__Directions__:
Repeat verbatim the lines of the data below, beginning with the line containing "Turn every road, lane" and continuing to the end.

__Data to process__:
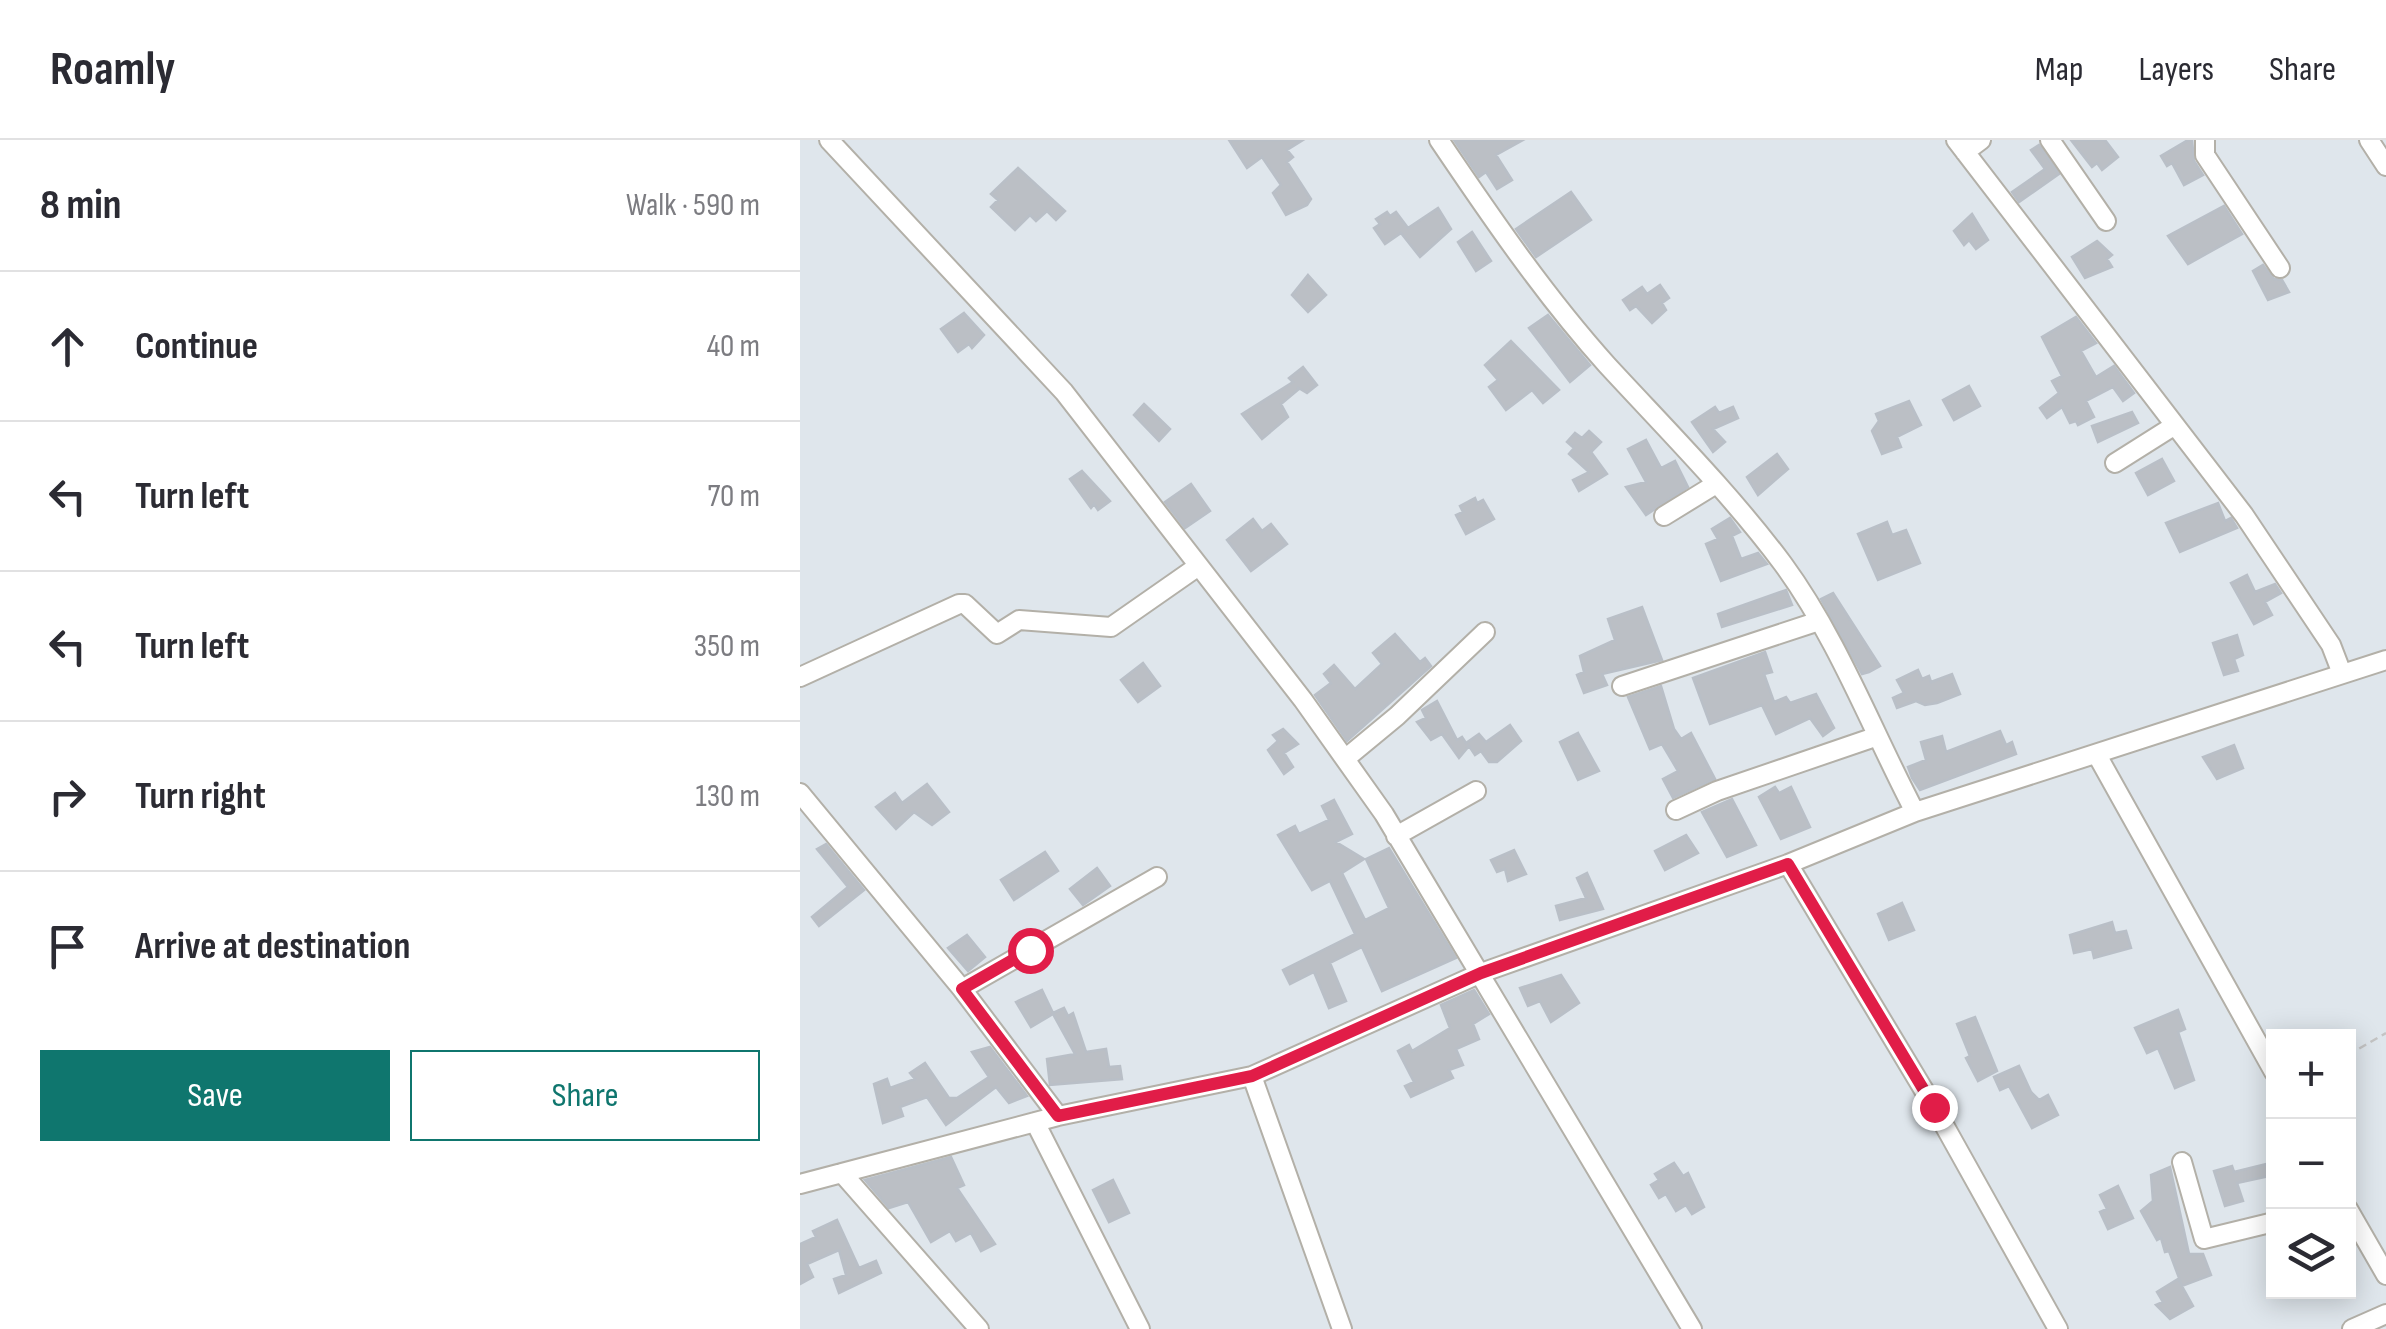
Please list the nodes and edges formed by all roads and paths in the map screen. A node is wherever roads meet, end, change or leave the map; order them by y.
1 (830, 140) edge
2 (1439, 140) edge
3 (1982, 140) edge
4 (2050, 140) edge
5 (2205, 140) edge
6 (2369, 140) edge
7 (1961, 146) edge
8 (2386, 166) edge
9 (2106, 221) dead end
10 (2280, 268) dead end
11 (2172, 427) junction
12 (2114, 463) dead end
13 (1716, 484) junction
14 (1664, 516) dead end
15 (1197, 567) junction
16 (1816, 622) junction
17 (1484, 632) dead end
18 (2386, 660) edge
19 (2342, 671) junction
20 (800, 677) edge
21 (1622, 686) dead end
22 (1876, 737) junction
23 (2097, 754) junction
24 (1345, 759) junction
25 (1476, 791) dead end
26 (800, 793) edge
27 (1676, 810) dead end
28 (1915, 812) junction
29 (1396, 836) junction
30 (1788, 864) junction
31 (1157, 876) dead end
32 (1481, 973) junction
33 (962, 989) junction
34 (2386, 1033) edge
35 (2356, 1050) edge
36 (2266, 1058) edge
37 (1252, 1076) junction
38 (1058, 1116) junction
39 (1035, 1122) junction
40 (2182, 1162) dead end
41 (842, 1173) junction
42 (800, 1184) edge
43 (2349, 1209) edge
44 (2266, 1224) edge
45 (2386, 1275) edge
46 (2386, 1314) edge
47 (979, 1329) edge
48 (1140, 1329) edge
49 (1342, 1329) edge
50 (1692, 1329) edge
51 (2058, 1329) edge
52 (2352, 1329) edge

1 - 15 street
2 - 13 street
3 - 7 street
4 - 9 street
5 - 10 street
6 - 8 street
7 - 11 street
11 - 12 street
11 - 19 street
13 - 14 street
13 - 16 street
15 - 20 street
15 - 24 street
16 - 21 street
16 - 22 street
17 - 24 street
18 - 19 street
19 - 23 street
22 - 27 street
22 - 28 street
23 - 28 street
23 - 36 street
24 - 29 street
25 - 29 street
26 - 33 street
28 - 30 street
29 - 32 street
30 - 32 street
30 - 51 street
31 - 33 street
32 - 37 street
32 - 50 street
33 - 38 street
34 - 35 path
37 - 38 street
37 - 49 street
38 - 39 street
39 - 41 street
39 - 48 street
40 - 44 street
41 - 42 street
41 - 47 street
43 - 45 street
46 - 52 street

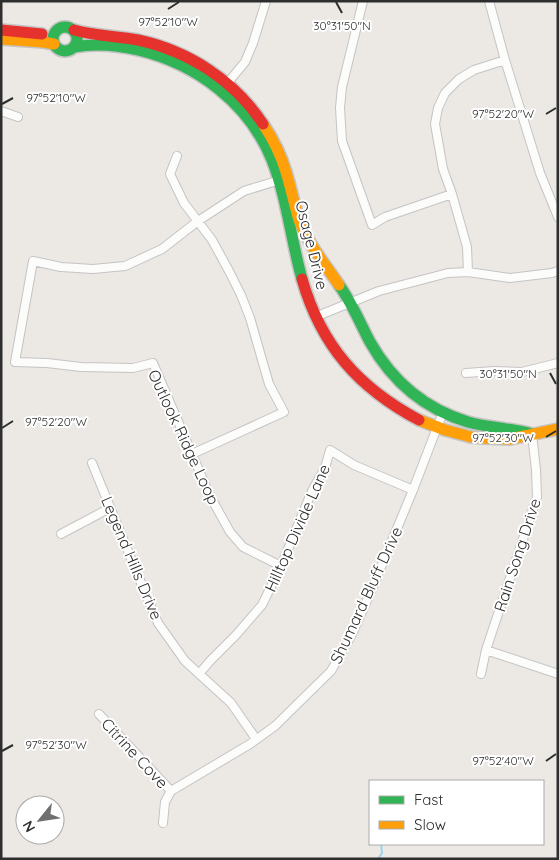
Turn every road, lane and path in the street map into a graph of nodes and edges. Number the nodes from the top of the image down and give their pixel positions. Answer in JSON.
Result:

__Answer__:
Turn every road, lane and path in the street map into a graph of nodes and edges. Number the nodes from the top of the image down and give their pixel positions. Answer in JSON.
Result:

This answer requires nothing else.